Action item:
Would you write out the entries that follow word for word, omitting any images?
[[ Extracted records, beginning ]]
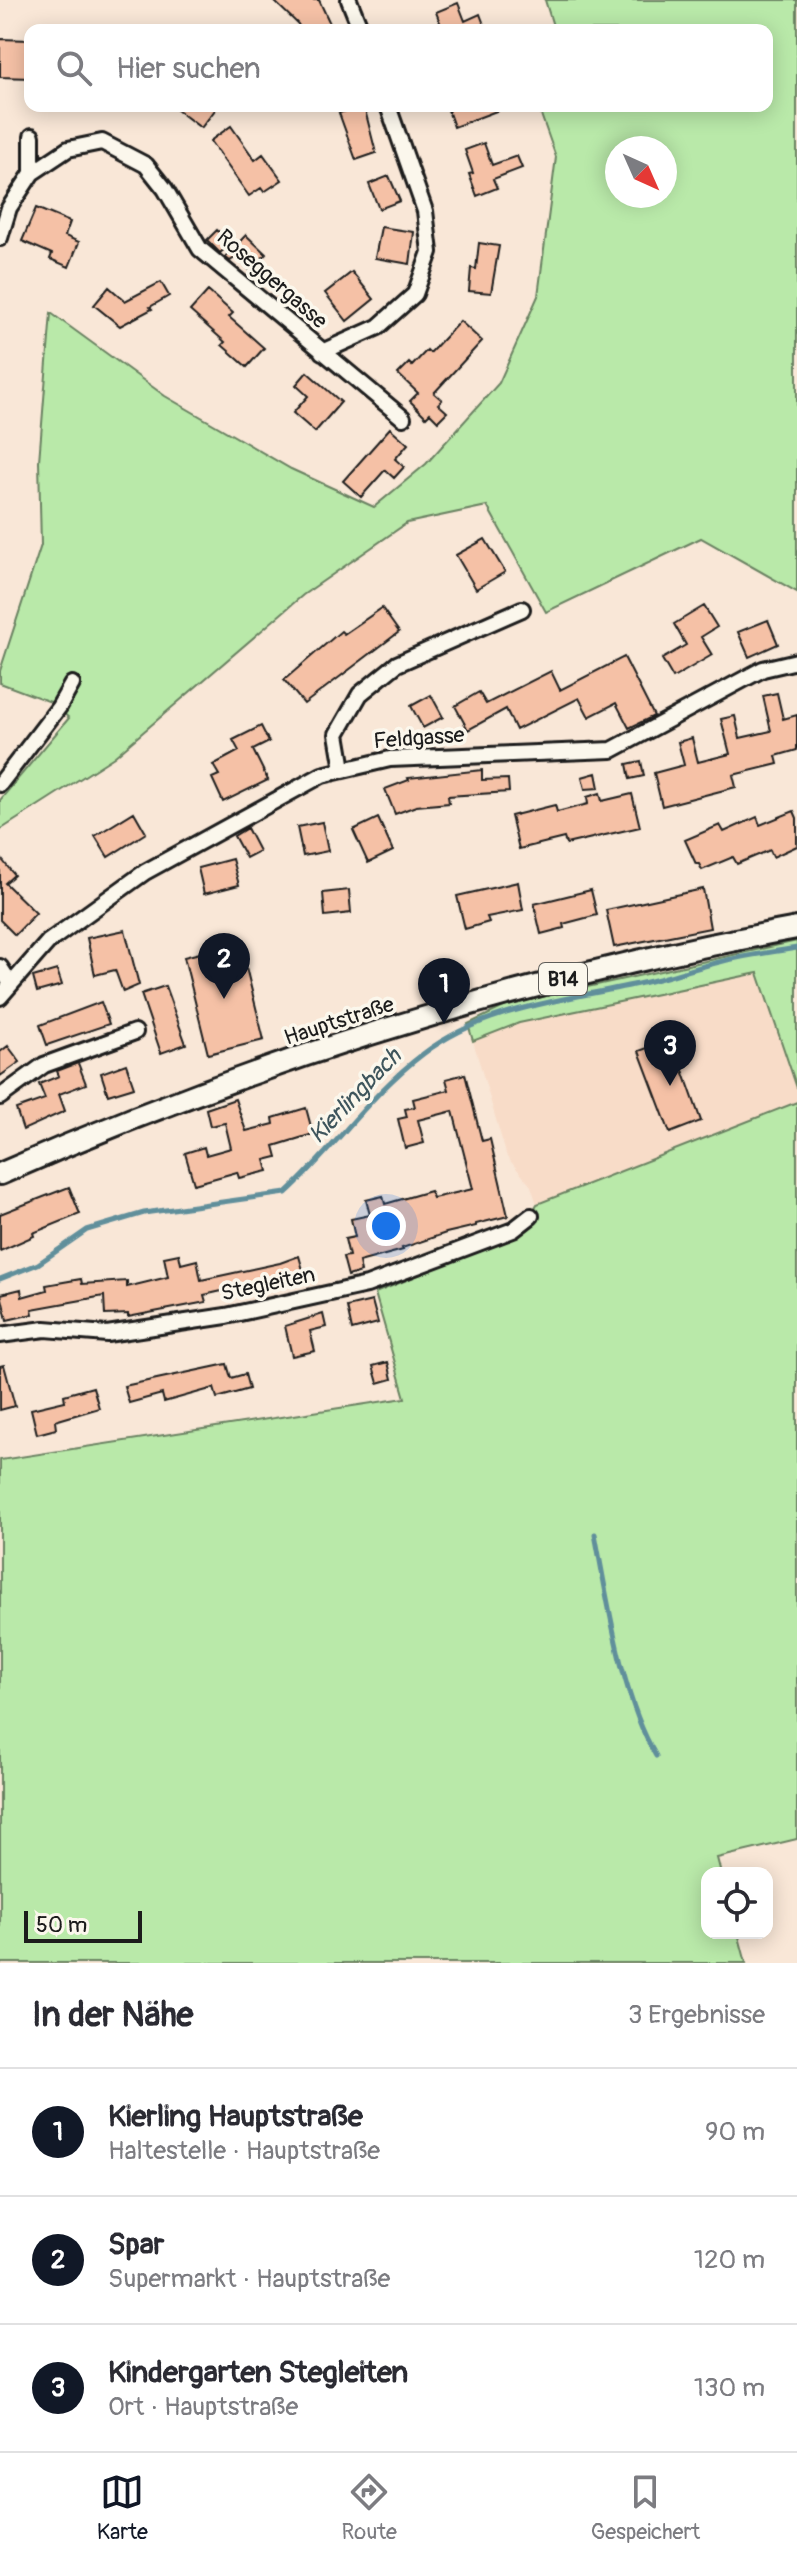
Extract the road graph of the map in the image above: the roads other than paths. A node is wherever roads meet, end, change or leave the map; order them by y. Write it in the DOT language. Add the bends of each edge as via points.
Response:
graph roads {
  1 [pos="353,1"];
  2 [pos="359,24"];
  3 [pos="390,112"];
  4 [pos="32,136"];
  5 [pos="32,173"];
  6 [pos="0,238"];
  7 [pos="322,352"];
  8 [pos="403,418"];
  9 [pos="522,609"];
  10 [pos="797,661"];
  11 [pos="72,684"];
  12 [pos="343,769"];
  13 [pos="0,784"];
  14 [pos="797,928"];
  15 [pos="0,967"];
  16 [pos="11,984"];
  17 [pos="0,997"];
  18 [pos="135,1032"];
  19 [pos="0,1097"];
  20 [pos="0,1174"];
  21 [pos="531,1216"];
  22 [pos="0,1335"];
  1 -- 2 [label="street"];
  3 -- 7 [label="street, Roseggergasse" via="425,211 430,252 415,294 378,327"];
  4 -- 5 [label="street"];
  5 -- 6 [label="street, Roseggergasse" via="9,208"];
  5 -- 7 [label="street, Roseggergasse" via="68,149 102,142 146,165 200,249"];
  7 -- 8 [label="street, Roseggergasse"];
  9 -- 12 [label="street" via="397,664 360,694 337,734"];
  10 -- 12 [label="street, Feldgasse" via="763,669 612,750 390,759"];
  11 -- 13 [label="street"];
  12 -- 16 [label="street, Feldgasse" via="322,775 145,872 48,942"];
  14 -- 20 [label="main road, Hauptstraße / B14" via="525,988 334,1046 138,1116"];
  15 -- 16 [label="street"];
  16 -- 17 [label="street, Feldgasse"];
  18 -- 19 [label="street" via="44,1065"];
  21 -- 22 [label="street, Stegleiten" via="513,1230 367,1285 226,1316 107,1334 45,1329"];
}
[[ Extracted records, end ]]
Problem solution:
Extract the road graph of the map in the image above: the roads other than paths. A node is wherever roads meet, end, change or leave the map; order them by y. Write it in the DOT language. Add the bends of each edge as via points.
Response:
graph roads {
  1 [pos="353,1"];
  2 [pos="359,24"];
  3 [pos="390,112"];
  4 [pos="32,136"];
  5 [pos="32,173"];
  6 [pos="0,238"];
  7 [pos="322,352"];
  8 [pos="403,418"];
  9 [pos="522,609"];
  10 [pos="797,661"];
  11 [pos="72,684"];
  12 [pos="343,769"];
  13 [pos="0,784"];
  14 [pos="797,928"];
  15 [pos="0,967"];
  16 [pos="11,984"];
  17 [pos="0,997"];
  18 [pos="135,1032"];
  19 [pos="0,1097"];
  20 [pos="0,1174"];
  21 [pos="531,1216"];
  22 [pos="0,1335"];
  1 -- 2 [label="street"];
  3 -- 7 [label="street, Roseggergasse" via="425,211 430,252 415,294 378,327"];
  4 -- 5 [label="street"];
  5 -- 6 [label="street, Roseggergasse" via="9,208"];
  5 -- 7 [label="street, Roseggergasse" via="68,149 102,142 146,165 200,249"];
  7 -- 8 [label="street, Roseggergasse"];
  9 -- 12 [label="street" via="397,664 360,694 337,734"];
  10 -- 12 [label="street, Feldgasse" via="763,669 612,750 390,759"];
  11 -- 13 [label="street"];
  12 -- 16 [label="street, Feldgasse" via="322,775 145,872 48,942"];
  14 -- 20 [label="main road, Hauptstraße / B14" via="525,988 334,1046 138,1116"];
  15 -- 16 [label="street"];
  16 -- 17 [label="street, Feldgasse"];
  18 -- 19 [label="street" via="44,1065"];
  21 -- 22 [label="street, Stegleiten" via="513,1230 367,1285 226,1316 107,1334 45,1329"];
}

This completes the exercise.